Exercise
Filter these entries so that only lines with the word "family" remain.

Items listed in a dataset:
····················

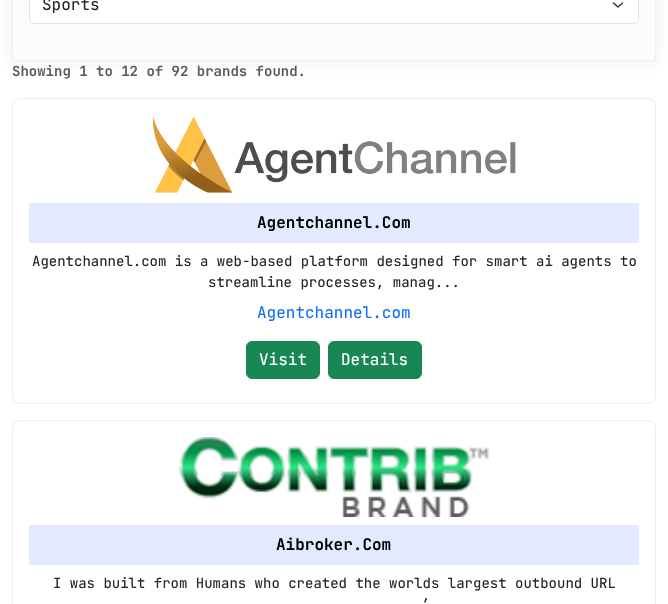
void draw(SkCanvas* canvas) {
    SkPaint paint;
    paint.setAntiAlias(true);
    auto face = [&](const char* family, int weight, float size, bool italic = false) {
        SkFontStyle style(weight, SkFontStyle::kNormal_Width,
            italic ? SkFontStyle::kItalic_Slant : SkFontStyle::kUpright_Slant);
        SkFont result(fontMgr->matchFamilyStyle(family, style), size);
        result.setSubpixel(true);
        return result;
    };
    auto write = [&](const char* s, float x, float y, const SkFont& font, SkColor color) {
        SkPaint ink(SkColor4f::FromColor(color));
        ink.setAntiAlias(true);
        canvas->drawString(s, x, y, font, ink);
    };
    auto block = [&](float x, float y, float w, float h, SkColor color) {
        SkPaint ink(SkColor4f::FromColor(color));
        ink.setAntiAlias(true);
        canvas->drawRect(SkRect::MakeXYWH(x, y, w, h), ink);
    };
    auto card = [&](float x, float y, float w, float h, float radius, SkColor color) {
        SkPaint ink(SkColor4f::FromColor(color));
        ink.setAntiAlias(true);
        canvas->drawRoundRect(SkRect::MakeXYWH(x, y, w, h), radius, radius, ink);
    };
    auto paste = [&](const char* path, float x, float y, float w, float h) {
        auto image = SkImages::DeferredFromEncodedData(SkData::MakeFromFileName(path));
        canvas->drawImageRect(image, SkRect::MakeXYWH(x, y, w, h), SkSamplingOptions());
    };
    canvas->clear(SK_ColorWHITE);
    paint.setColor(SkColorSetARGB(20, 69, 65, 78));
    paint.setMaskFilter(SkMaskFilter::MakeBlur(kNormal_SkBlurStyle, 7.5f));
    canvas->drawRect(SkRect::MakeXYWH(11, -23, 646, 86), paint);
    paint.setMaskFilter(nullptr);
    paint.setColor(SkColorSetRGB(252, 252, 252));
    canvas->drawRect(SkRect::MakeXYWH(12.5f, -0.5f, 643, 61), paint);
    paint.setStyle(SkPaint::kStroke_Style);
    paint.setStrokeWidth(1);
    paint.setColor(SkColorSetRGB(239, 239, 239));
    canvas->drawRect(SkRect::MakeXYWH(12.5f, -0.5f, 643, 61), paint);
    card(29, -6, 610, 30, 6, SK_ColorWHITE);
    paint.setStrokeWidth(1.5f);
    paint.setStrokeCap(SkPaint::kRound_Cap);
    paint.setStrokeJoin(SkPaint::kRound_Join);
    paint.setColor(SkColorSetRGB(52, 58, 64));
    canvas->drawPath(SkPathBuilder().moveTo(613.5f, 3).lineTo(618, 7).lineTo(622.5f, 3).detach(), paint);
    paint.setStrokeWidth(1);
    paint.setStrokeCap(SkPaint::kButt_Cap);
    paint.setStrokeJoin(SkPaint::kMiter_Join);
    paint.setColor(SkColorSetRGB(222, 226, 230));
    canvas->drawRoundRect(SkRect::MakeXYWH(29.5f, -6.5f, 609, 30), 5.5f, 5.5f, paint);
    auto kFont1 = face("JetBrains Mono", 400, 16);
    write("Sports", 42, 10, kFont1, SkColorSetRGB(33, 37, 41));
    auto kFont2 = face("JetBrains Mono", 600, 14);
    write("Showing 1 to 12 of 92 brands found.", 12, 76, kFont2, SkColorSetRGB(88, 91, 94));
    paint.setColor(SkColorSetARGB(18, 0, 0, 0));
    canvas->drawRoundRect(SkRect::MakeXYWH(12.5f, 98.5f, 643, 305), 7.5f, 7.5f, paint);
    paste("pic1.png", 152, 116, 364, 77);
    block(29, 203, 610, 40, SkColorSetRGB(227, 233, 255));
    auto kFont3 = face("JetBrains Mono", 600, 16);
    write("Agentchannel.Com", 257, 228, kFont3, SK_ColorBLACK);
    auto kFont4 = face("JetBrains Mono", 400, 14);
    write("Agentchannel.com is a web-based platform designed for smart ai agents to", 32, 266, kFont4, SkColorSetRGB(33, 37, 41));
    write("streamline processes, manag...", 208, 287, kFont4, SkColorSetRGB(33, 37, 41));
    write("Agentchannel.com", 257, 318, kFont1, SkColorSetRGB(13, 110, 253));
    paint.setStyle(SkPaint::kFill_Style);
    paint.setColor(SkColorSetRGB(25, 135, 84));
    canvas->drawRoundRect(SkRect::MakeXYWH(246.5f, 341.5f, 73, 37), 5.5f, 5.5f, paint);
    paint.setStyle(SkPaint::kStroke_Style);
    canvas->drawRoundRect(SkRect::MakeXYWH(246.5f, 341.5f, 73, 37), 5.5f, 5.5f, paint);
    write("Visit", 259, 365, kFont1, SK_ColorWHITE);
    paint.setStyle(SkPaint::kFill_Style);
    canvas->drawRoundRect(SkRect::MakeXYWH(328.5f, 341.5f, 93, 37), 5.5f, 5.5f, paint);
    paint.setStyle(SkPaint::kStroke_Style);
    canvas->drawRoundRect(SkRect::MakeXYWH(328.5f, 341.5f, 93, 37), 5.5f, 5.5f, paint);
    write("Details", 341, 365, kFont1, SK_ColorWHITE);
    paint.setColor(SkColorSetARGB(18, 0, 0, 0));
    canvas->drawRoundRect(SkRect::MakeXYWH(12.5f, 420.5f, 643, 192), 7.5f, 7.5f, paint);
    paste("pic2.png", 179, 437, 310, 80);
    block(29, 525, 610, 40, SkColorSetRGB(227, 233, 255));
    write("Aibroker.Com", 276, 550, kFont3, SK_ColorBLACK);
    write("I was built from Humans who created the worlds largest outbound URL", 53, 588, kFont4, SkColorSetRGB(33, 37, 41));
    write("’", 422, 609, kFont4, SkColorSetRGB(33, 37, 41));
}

····················

Solution to this problem
    auto face = [&](const char* family, int weight, float size, bool italic = false) {
        SkFont result(fontMgr->matchFamilyStyle(family, style), size);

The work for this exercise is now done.